L’epigrafe si trova sotto la soglia del negozio di generi alimentari del popolare Pippo dove sono in corso i lavori per la sistemazione della strada. L'epigrafe è lunga 193 centimetri e vi è scritto: 'Un giorno venne che tutti gli altri avanza'
Ascoli, 13 giugno 2008 - L’ho cercata per oltre trent’anni e finalmente l’ho ritrovata. E la gioia è stata tanta. Immensa. Come quella provata da un padre che aveva perso un figlio: una volta ritrovato, ha ordinato ai servi di rivestirlo con l’abito più bello e di uccidere il vitello più grasso e di fare festa “perché questo mio figlio era morto ed è tornato in vita, era perduto ed è stato ritrovato”.
E’ la parabola del figliol prodigo. Io non ho ritrovato un figlio perduto, ma un’iscrizione rinascimentale. Una bella epigrafe, una delle oltre duecento che ornavano, e ancora oggi ornano, gli architravi delle porte e delle finestre delle case ascolane del ’500 con invocazioni religiose, citazioni dai classici e con proverbi in volgare, che fanno della nostra Ascoli “una città dell’umanesimo unica al mondo”.
L’epigrafe si trova sotto la soglia del negozio di generi alimentari del popolare Pippo, in via d’Ancaria 52, dove sono in corso i lavori per la sistemazione della strada. La lastra in travertino è interrata, ma integra: ho scavato con le mie mani per sincerarmene e per fotografarla. E’ lunga cm 193: le lettere sono splendide, in elegante scrittura capitale, e misurano 7 cm.
Al centro sono evidenti i segni della scalpellatura con i quali, con tutta probabilità, è stato distrutto - prima di interrarla - lo stemma, che divideva in due il piano della scrittura. Vi è scritto: Un giorno venne che tutti gli altri avanza-MDXXXXIII. L’epigrafe è su tre righe e tra le lettere si notano i caratteristici triangolini di interpunzione; in altri si segnala il nesso tra le lettere T e R.
Il verbo avanzare è attestato dal XIV secolo e significa tra l’altro essere superiore, è migliore, essere più veloce: in questo ultimo significato è attestato da Dante nel Paradiso, canto XIII “Si muove il ciel che tutti gli altri avanza”, a proposito del Primo Mobile che è il più veloce dei cieli.
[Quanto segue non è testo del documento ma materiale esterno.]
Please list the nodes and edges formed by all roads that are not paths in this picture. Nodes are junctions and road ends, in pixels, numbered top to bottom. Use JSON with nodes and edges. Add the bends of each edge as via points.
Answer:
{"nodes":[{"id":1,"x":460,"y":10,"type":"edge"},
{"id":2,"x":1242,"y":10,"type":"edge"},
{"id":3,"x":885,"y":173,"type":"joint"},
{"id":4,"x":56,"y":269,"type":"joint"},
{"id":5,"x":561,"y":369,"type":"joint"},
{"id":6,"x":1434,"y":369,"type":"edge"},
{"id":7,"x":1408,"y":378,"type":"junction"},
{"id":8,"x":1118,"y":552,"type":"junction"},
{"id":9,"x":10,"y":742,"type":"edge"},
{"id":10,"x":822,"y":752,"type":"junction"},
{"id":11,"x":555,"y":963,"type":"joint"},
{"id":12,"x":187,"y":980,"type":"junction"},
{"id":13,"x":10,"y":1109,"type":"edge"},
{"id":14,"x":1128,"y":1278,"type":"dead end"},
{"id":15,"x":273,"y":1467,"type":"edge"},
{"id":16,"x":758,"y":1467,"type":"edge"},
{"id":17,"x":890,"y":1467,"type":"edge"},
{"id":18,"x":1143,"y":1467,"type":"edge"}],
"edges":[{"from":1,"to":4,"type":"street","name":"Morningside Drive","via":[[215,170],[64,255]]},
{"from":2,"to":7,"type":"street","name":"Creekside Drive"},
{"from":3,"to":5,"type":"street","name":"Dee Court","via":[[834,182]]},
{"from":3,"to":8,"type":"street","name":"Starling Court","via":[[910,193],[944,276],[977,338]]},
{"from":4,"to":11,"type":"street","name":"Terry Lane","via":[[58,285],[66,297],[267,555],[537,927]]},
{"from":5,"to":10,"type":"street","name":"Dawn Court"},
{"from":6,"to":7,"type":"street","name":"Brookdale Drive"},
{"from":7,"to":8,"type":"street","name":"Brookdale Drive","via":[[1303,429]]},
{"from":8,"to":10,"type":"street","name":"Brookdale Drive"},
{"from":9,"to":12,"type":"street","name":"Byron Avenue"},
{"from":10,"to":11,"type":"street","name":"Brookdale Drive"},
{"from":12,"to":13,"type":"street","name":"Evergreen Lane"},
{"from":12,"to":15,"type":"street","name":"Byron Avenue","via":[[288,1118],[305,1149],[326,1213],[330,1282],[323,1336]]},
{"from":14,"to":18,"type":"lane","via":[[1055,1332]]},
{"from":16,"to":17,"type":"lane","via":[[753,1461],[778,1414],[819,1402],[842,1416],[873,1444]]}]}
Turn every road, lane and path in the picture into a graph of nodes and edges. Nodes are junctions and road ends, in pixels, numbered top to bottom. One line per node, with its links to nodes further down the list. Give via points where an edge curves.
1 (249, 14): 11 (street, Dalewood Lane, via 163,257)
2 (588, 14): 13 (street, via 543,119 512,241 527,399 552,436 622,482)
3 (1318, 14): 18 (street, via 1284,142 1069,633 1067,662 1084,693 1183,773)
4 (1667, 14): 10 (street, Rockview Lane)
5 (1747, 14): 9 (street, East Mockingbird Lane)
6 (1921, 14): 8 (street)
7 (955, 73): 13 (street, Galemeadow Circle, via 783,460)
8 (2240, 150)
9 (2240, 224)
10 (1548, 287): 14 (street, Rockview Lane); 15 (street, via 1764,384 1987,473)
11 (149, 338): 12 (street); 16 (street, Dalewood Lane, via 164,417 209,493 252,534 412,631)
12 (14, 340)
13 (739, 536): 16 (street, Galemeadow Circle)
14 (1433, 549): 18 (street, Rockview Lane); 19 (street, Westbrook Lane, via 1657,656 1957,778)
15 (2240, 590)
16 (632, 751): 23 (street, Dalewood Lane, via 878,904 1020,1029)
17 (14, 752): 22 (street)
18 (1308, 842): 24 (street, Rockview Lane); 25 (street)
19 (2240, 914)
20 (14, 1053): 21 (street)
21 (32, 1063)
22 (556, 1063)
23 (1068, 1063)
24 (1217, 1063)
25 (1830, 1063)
L’iscrizione viene riportata dagli studiosi locali: fra tutti, il grande archeologo Giulio Gabrielli e il più insigne dei nostri storici, don Giuseppe Fabiani. Il primo la ricorda in due dei suoi preziosi Taccuini manoscritti, ora nella Biblioteca Comunale, i numeri 44 (del 1878) e 48 (del 1882) con l’indicazione: “Soglia di porta capovolta e mezzo interrata in casa Raggi via Ancaria 9”. Nel Taccuino 44 annota a margine “2 pezzi”: la lapide è invece integra e dritta. Più corretta la lettura di quattro anni dopo.
Il Fabiani la riporta nel capitolo terzo del primo volume “Ascoli nel Cinquecento”. Secondo il Giovannetti, autore di un articolo intitolato “Il travertino parlante” pubblicato nel 1937 dal Giornale d’Italia, questa iscrizione, come tante altre che ancora oggi leggiamo sulle case ascolane, esprime lo sforzo pagano e cristiano di tutta una vita verso l’immortalità della gloria ed è “l’insegna degnissima d’un grande individuo come di un grande popolo”.
A mio giudizio c’è un senso più morale in questa epigrafe: l’anonimo proprietario di un tempo voleva, e vuole, invitare i suoi concittadini a non disperare, a non abbattersi di fronte alle avversità che la vita offre, a sperare che prima o poi arriverà per tutti un giorno che supera tutti gli altri e che ricorderemo per sempre come il giorno più bello. Un invito a vivere. Io ci ritrovo Cesare Pavese che nel “Mestiere di vivere” scrive: “L’unica gioia al mondo è cominciare. E’ bello vivere perché vivere è cominciare, sempre, ad ogni istante”.